Note: *, ** and *** denote statistical significance at the 10%, 5%, and 1% levels, respectively. t-values are reported in parentheses throughout. Due to space constraints, regression coefficients for control variables and the intercept are omitted but are available upon request. The same applies hereinafter.

reports the regression results examining the impact of digital economy policies on fisher household vulnerability. Column (1) includes only the core explanatory variable. The results show that the estimated coefficient of treated_i × time_t is negative and statistically significant at the 1% level, preliminarily suggesting that digitalization advances help alleviate fisher household vulnerability. To account for potential confounding effects from exogenous factors such as economic fundamentals, infrastructure, technological capacity, and market environment, Column (2) introduces relevant control variables. The estimated coefficient of treated_i × time_t remains significantly negative, indicating that the mitigating effect of digital economy policies persists after controlling for these factors. This result confirms the robustness and reliability of the baseline findings.

To further address potential spatial dependence and inference concerns, we compute Moran’s I of the regression residuals based on the provincial adjacency matrix. The Moran’s I statistic is 0.069, with a corresponding z-value of 0.543 and p-value of 0.587, indicating no significant spatial autocorrelation. This suggests that cross-province spillovers are unlikely to bias the estimated effects, and the results are spatially robust. Regarding statistical inference, the regressions are estimated using heteroskedasticity-robust standard errors, which effectively account for within-panel heteroskedasticity and autocorrelation. In addition, a wild cluster bootstrap procedure clustered at the provincial level (1000 replications) yields a bootstrap p-value of 0.001 for the core coefficient, reaffirming its strong statistical significance and robustness.

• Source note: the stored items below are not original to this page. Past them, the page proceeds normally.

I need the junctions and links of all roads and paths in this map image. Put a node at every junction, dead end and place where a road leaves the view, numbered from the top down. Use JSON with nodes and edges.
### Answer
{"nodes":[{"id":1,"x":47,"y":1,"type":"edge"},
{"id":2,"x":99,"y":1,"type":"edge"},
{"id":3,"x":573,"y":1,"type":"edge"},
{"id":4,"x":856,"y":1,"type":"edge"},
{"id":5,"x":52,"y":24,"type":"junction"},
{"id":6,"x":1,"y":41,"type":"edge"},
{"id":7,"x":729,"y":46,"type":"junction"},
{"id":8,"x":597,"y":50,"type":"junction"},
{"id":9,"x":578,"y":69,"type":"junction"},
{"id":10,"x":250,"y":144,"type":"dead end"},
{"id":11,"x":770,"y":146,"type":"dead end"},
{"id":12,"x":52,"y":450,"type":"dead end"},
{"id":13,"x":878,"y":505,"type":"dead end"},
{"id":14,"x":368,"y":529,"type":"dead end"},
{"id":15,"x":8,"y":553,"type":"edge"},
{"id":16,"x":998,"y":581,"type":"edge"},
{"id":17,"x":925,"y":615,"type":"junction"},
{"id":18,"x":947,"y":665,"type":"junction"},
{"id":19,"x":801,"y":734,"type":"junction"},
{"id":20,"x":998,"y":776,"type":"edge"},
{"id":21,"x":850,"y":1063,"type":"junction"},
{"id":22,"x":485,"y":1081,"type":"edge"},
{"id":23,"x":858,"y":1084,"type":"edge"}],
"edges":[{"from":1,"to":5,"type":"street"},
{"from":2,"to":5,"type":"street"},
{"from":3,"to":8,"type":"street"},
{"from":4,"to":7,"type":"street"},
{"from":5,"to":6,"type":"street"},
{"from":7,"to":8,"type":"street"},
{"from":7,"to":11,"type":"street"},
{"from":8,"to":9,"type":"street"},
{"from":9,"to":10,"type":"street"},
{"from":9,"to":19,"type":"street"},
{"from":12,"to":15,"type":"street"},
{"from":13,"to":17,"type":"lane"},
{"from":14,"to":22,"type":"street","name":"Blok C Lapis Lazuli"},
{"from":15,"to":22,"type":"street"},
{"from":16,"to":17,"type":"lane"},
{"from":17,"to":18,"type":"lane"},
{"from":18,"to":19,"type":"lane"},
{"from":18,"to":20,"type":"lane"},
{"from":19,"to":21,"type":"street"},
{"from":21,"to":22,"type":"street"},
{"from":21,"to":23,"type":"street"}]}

To assess the robustness of the DID estimates, we conduct a leave-one-out Jackknife sensitivity analysis. As shown in Figure 2, the coefficients remain stable after omitting any single province and largely overlap with the full-sample estimate, indicating that no single province drives the results and confirming the robustness of the estimated policy effect.

5.2. Parallel Trends Test

This paper utilizes the event study approach to rigorously test the parallel trends assumption and to visually capture the dynamic impact of digital economy policies on fisher household vulnerability. The following econometric model is constructed for this purpose:

$${\mathrm{F}\mathrm{V}}_{\mathrm{i}\mathrm{t}}={\mathrm{\theta }}_0+{\sum }_{\mathrm{s}=-4,\mathrm{s}\ne -1}^3{\mathrm{\theta }}_{\mathrm{s}}·1({\mathrm{t}\mathrm{i}\mathrm{m}\mathrm{e}}_{\mathrm{t}}-{\mathrm{T}}_{\mathrm{D}}=\mathrm{s})·{\mathrm{t}\mathrm{r}\mathrm{e}\mathrm{a}\mathrm{t}\mathrm{e}\mathrm{d}}_{\mathrm{i}}+\sum {\mathrm{\theta }}_{\mathrm{j}}{\mathrm{x}}_{\mathrm{i}\mathrm{t}}+{\mathrm{\eta }}_{\mathrm{i}}+{\mathrm{\mu }}_{\mathrm{t}}+{\mathrm{\epsilon }}_{\mathrm{i}\mathrm{t}}$$

(6)

Here, 1(time_t − T_D = s)denotes the interaction term for the individual i at relative time s relative to the policy implementation year, indicating membership in the treatment group. This term is employed to estimate the policy effects for each year, with s = −1 omitted as the baseline period. The coefficients ${\mathrm{\theta }}_{\mathrm{s}}$ represent the treatment effects at various time points, which are used to rigorously test the parallel trends assumption and to trace the dynamic evolution of the policy impact.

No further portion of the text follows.